ACTION ITEM: Only the lines from the top of the records below through the line containing "index pip: (426, 382)" should be printed, exactly and without pictures.

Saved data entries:
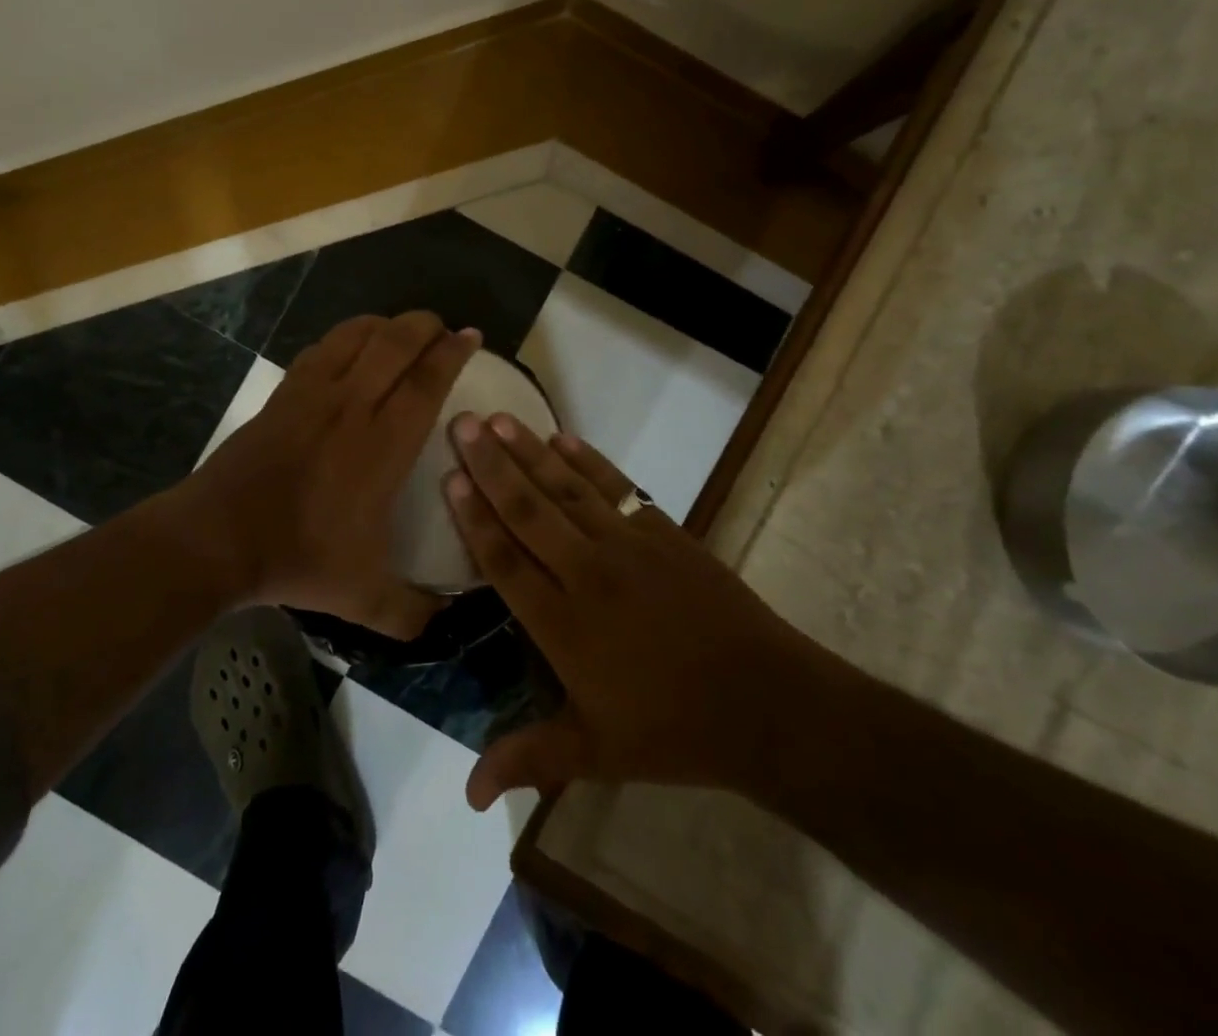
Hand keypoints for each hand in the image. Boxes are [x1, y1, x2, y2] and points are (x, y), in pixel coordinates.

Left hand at [171, 311, 479, 638]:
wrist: (218, 537)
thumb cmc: (297, 558)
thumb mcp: (363, 599)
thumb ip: (410, 613)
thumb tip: (444, 623)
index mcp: (382, 445)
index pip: (426, 382)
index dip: (452, 354)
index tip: (471, 336)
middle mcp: (352, 406)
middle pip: (395, 343)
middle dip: (424, 325)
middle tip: (441, 328)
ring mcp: (312, 395)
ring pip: (355, 336)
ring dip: (384, 325)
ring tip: (401, 331)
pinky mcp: (282, 394)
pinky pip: (320, 349)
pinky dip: (344, 338)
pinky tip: (350, 348)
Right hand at [444, 413, 832, 810]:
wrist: (768, 704)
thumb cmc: (672, 731)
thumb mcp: (596, 753)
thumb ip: (527, 759)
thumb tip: (465, 799)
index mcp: (563, 624)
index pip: (504, 560)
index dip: (473, 517)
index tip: (449, 476)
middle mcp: (586, 573)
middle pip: (527, 510)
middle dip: (490, 465)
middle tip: (461, 422)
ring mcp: (627, 546)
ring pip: (566, 489)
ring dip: (529, 452)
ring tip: (498, 418)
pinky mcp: (663, 531)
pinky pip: (615, 486)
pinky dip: (588, 460)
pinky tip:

ANSWER BELOW:
Hand keypoints for each hand in the image. Boxes are [x1, y1, x2, y2] and points are (x, y), in pixel coordinates.

Left hand at [171, 311, 479, 638]:
wrist: (218, 537)
thumb cmc: (297, 558)
thumb mcp: (363, 599)
thumb ip: (410, 613)
thumb tip: (444, 623)
index mcp: (382, 445)
index pip: (426, 382)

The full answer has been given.